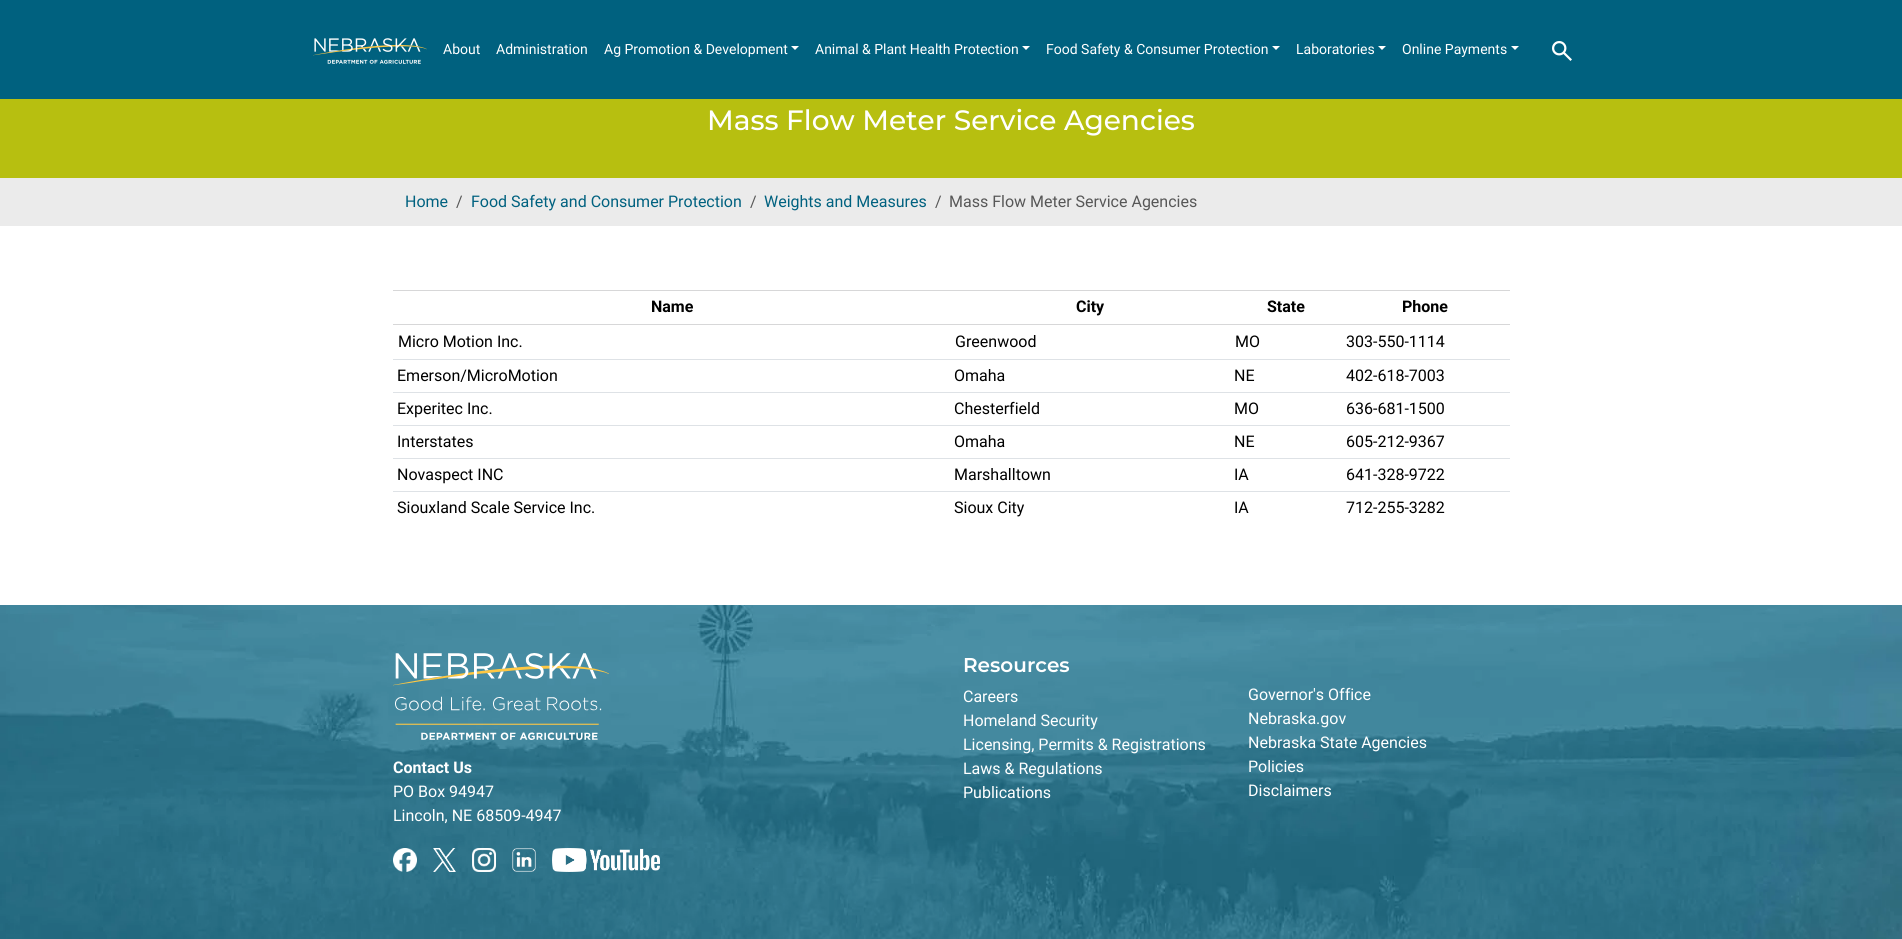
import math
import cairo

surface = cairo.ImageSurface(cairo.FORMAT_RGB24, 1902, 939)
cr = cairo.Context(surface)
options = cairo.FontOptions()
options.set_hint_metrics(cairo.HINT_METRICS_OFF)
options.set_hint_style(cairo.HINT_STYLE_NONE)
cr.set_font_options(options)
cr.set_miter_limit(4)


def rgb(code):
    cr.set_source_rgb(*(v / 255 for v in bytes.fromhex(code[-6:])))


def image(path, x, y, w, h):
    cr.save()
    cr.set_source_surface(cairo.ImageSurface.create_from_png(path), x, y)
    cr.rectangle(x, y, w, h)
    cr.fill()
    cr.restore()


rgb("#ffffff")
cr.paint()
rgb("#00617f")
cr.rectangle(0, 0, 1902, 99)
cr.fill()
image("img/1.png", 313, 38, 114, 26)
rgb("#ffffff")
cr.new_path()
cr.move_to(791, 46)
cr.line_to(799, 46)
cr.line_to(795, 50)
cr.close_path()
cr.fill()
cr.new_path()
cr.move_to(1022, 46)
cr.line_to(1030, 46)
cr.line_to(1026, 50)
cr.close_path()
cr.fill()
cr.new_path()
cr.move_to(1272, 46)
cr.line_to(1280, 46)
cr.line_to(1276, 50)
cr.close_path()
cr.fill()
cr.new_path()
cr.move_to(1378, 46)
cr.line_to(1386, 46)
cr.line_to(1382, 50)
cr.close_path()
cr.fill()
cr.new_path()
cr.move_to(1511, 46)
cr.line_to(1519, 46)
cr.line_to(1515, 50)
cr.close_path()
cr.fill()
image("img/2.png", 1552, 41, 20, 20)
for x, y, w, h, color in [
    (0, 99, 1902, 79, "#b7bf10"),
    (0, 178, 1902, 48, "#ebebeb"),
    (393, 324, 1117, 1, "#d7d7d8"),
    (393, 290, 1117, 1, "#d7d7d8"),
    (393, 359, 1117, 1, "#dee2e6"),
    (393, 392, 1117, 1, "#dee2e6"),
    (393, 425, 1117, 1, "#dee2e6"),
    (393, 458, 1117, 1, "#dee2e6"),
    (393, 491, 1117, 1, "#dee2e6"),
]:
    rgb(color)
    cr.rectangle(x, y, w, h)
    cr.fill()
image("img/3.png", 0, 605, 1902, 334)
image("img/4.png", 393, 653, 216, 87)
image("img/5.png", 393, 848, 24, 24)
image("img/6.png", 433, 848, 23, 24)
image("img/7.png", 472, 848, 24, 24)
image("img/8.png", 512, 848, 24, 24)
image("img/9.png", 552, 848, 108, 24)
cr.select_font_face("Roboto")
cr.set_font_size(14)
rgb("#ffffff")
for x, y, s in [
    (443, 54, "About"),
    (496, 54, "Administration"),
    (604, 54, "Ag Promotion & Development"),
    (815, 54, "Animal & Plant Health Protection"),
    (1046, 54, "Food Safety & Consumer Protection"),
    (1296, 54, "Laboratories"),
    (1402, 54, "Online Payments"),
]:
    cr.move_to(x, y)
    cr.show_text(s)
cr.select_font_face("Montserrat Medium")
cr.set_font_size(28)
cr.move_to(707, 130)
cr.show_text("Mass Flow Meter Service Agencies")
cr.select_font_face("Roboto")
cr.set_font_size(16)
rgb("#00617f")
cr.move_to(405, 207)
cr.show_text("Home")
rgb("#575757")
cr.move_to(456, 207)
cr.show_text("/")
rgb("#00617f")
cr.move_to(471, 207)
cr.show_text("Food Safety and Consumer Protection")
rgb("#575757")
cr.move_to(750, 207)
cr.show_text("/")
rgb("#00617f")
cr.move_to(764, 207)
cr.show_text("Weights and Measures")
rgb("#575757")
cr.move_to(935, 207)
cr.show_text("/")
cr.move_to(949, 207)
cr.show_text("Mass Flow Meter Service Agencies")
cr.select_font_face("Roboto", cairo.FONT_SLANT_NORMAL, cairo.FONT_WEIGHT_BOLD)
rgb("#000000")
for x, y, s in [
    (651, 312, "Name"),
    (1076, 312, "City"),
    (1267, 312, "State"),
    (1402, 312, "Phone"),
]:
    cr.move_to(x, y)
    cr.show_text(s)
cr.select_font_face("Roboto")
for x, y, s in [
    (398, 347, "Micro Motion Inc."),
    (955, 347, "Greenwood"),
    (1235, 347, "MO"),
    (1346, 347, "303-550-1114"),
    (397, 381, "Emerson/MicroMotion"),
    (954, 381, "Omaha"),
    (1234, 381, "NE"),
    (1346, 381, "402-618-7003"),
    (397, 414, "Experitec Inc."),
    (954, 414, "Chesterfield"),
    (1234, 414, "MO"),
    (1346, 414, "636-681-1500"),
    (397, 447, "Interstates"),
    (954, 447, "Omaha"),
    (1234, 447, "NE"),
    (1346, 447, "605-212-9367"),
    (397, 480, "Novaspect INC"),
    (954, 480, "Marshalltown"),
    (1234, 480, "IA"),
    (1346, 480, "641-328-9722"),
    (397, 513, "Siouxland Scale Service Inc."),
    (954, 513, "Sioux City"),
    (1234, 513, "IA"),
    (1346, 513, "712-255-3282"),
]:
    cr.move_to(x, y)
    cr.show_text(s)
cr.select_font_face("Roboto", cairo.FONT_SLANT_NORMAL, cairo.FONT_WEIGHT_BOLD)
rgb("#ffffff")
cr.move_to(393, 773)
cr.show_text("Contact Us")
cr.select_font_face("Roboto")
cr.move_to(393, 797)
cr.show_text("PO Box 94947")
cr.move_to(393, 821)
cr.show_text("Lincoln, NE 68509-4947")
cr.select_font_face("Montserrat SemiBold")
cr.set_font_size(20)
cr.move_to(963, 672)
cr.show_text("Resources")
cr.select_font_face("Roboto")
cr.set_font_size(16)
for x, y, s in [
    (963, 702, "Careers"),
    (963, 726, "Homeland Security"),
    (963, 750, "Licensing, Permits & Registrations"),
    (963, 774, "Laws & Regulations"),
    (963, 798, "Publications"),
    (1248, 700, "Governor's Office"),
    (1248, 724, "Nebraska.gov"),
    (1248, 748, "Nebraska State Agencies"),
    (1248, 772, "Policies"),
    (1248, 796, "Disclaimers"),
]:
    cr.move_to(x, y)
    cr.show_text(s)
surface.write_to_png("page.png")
◆ ◆ ◆ ◆ ◆ ◆ ◆
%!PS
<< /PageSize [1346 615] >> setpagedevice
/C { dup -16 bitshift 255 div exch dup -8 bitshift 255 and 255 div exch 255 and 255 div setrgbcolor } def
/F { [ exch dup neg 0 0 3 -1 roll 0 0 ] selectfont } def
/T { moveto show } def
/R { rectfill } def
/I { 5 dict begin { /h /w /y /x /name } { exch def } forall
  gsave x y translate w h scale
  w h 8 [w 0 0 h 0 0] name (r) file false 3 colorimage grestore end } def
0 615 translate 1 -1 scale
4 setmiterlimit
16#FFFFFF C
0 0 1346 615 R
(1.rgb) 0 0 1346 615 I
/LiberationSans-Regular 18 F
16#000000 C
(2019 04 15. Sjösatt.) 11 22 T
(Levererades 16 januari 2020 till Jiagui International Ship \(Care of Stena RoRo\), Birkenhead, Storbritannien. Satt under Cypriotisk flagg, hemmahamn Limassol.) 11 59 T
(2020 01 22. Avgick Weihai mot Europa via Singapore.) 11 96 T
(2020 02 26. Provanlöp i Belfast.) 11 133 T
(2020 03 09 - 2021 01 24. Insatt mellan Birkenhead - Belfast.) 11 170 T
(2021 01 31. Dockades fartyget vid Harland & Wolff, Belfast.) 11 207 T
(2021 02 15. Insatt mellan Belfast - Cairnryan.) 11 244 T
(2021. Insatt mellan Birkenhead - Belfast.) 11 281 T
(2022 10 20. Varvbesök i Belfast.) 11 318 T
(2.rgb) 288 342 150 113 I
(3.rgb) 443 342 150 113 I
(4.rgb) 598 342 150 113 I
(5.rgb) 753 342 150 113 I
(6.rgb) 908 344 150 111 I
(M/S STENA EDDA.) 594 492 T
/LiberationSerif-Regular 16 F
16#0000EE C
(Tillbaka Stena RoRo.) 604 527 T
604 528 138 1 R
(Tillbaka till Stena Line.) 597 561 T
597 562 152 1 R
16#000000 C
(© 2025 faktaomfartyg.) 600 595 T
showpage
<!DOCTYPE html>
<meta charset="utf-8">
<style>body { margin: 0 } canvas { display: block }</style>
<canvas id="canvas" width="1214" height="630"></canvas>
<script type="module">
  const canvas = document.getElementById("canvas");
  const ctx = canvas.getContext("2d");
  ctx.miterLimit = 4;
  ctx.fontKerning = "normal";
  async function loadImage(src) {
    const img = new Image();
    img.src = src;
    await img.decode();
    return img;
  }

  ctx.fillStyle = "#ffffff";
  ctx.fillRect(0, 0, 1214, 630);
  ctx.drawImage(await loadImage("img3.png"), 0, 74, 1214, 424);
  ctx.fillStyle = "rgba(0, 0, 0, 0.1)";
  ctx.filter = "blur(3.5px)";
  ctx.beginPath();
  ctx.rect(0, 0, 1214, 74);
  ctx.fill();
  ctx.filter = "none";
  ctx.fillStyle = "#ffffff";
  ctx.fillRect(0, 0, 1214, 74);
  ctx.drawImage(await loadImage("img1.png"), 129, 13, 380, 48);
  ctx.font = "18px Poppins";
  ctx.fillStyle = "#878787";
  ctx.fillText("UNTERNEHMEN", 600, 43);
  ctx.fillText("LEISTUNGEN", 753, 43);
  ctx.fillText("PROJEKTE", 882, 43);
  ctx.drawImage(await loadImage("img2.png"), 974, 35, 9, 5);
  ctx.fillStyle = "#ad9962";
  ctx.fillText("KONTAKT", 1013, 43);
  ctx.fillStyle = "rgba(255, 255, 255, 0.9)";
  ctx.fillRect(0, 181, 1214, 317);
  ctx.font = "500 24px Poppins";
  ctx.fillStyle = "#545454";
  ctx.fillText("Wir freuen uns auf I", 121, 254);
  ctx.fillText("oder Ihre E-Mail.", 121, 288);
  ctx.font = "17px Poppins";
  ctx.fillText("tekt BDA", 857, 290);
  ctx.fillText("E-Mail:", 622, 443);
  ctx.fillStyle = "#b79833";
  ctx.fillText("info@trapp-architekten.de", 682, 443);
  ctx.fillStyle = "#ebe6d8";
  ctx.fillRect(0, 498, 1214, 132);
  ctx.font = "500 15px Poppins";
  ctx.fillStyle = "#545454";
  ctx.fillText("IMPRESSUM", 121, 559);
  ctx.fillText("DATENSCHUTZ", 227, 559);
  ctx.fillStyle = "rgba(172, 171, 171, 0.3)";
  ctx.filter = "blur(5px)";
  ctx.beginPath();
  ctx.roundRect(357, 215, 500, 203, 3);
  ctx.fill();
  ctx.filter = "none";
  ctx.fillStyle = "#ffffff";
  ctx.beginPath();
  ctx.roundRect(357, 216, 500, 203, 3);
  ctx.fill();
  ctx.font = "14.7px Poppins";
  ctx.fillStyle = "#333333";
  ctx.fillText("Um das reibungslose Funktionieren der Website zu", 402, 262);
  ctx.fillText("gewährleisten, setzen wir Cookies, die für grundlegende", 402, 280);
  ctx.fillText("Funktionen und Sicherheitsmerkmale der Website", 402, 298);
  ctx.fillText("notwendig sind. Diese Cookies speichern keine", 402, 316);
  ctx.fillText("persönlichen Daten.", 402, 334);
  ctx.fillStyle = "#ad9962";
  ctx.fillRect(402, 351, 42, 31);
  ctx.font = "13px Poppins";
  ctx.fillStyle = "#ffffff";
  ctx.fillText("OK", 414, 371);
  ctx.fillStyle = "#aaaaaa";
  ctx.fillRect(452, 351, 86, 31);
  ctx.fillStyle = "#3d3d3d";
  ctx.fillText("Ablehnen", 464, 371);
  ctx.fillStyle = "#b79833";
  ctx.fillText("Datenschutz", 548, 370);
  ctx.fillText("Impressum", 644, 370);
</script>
◆ ◆ ◆ ◆ ◆ ◆ ◆
**What to work on:**
Look through the data above. Copy every line with the string "canvas" in it.

**Exercise result:**
<style>body { margin: 0 } canvas { display: block }</style>
<canvas id="canvas" width="1214" height="630"></canvas>
  const canvas = document.getElementById("canvas");
  const ctx = canvas.getContext("2d");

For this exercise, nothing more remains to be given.